Война не окончена, пока не похоронен последний солдат, а репрессии? Когда кончаются они? Со смертью тирана? Нет, конечно, потому что образ тирана возвращается, долго живёт в угнетённых душах людей, превращённых в рабов. Порочный круг, из которого трудно вырваться сразу, необходимо много времени "ходить по пустыне", отыскивать могилы, упокоить прах, помолиться за них, безвинно убиенных.
От этой вариантности он ненавидел всё, что связано с культом, на каком-то генном уровне и не принимал никаких смягчающих оправданий чекистов. Но с конкретными из них при знакомстве не спорил, потому что уверен был – врут, спасаются, отползают от правды, меняя личины, примеривают их – лицемерят, их так учили с младых ногтей – вот это должно быть, не заморачивайтесь самокопаниями, эта ложь – во спасение. И они принимали эту индульгенцию с отпущением грехов, пытались спастись за границами своей страны, кто-то бездумно, кто-то спивался самоубийственно, сживал себя со света, оскотинивался, теряя человечье, кто-то терпел тяжкие болезни, во искупление, не подозревая даже, что это расплата, а кто-то искал лёгкий путь ухода и впрямь пускал в себя пулю…

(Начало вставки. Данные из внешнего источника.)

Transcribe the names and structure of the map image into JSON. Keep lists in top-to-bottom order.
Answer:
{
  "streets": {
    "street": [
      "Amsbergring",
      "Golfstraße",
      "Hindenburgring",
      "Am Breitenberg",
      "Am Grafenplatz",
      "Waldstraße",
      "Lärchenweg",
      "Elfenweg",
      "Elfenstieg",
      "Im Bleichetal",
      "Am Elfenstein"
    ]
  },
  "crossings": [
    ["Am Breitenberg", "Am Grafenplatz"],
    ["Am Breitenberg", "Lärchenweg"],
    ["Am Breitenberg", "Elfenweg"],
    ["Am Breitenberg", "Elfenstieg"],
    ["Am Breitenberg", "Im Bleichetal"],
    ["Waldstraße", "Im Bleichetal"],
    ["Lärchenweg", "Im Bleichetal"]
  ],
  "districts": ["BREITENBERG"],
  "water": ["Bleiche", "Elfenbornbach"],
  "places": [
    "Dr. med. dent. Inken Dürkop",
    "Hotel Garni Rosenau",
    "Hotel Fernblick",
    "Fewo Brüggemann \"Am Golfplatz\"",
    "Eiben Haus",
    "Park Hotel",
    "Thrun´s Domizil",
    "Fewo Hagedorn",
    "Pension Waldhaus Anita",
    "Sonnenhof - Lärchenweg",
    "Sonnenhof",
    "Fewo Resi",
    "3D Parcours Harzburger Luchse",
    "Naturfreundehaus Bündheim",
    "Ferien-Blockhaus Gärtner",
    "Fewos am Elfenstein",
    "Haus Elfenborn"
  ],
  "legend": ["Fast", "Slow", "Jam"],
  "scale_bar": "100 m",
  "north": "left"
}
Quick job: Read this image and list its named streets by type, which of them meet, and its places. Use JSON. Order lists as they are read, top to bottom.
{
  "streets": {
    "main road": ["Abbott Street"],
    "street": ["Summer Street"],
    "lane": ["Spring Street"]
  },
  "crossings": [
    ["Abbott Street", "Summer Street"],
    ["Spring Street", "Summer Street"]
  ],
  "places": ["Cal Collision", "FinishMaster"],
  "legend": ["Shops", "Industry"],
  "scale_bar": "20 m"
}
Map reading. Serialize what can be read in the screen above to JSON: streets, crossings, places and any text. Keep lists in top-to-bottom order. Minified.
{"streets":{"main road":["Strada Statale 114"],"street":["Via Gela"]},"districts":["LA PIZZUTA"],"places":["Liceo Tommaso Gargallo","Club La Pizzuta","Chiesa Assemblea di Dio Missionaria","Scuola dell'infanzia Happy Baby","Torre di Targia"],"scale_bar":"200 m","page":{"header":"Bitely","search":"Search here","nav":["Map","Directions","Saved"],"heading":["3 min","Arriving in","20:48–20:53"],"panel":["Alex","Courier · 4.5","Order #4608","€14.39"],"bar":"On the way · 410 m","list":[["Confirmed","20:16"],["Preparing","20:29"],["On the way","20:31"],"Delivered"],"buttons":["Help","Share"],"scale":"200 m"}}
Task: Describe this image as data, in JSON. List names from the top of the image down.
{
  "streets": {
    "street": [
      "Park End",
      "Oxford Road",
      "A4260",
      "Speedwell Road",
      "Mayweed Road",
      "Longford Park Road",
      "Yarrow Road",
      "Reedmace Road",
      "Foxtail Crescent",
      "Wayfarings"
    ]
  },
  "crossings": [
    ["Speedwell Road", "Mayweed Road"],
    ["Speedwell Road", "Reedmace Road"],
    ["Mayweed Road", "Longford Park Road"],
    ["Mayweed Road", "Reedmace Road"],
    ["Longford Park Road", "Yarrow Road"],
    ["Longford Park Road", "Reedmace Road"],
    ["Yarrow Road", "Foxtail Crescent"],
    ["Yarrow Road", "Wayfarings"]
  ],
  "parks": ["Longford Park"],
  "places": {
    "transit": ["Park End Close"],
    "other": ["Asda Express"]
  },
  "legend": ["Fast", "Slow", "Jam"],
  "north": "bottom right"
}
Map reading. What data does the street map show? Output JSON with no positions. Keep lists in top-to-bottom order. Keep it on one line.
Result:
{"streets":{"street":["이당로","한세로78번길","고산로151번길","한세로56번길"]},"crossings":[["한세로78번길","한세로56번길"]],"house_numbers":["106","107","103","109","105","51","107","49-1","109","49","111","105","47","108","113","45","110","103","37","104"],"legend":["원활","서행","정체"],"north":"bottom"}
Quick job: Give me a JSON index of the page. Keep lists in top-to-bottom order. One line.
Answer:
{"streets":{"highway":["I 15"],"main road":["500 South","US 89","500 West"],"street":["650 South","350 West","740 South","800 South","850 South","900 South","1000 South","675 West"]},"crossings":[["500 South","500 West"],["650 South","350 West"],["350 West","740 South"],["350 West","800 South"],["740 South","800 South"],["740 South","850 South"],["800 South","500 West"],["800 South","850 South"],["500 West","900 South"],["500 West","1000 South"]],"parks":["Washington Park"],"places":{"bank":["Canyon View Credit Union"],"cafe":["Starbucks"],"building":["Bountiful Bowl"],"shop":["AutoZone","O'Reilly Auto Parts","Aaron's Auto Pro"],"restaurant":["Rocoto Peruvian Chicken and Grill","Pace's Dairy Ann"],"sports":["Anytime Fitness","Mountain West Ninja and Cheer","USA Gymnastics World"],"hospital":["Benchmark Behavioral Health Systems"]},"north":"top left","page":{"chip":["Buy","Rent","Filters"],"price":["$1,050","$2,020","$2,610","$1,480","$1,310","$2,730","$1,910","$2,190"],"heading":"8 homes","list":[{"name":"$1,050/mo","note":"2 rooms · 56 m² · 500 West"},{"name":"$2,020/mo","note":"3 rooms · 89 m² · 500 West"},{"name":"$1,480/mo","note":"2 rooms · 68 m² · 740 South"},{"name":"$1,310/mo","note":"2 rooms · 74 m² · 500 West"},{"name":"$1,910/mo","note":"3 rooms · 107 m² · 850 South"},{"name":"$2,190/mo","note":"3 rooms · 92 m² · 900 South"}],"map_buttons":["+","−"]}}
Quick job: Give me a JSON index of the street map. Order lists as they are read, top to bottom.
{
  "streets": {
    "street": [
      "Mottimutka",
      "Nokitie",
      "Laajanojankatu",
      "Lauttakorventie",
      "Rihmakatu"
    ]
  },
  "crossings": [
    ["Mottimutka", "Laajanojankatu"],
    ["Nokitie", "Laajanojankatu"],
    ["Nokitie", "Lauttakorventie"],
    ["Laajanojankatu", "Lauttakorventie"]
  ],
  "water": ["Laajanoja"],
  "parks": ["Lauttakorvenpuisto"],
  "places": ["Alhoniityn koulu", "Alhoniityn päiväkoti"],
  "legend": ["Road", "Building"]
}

Всех настигало возмездие, но от этой мысли не было у Алексея в душе злорадства.
Просто – презирал. И ничего с собой не мог поделать. И этот груз, тяжкая ноша была с ним всегда, не позволяя вступать в пустую, по его мнению, полемику о первичности и незыблемости интересов Страны, лжи во Имя и с его именем на устах, невозможности не выполнить приказа Верховного!
Никто его этому не учил, дома эта тема была закрытой, и он помнил долгие, тихие перешёптывания родителей, обсуждавших пункт анкеты – "были ли осуждены, репрессированы вы или ваши родственники". Надо было тонко обыграть этот момент, чтобы не навлечь подозрений. Тут нужна была особенная точность, но и возможность варианта на случай, если что-то привлечёт внимание многочисленных надзирающих за нравственностью идеологов власти.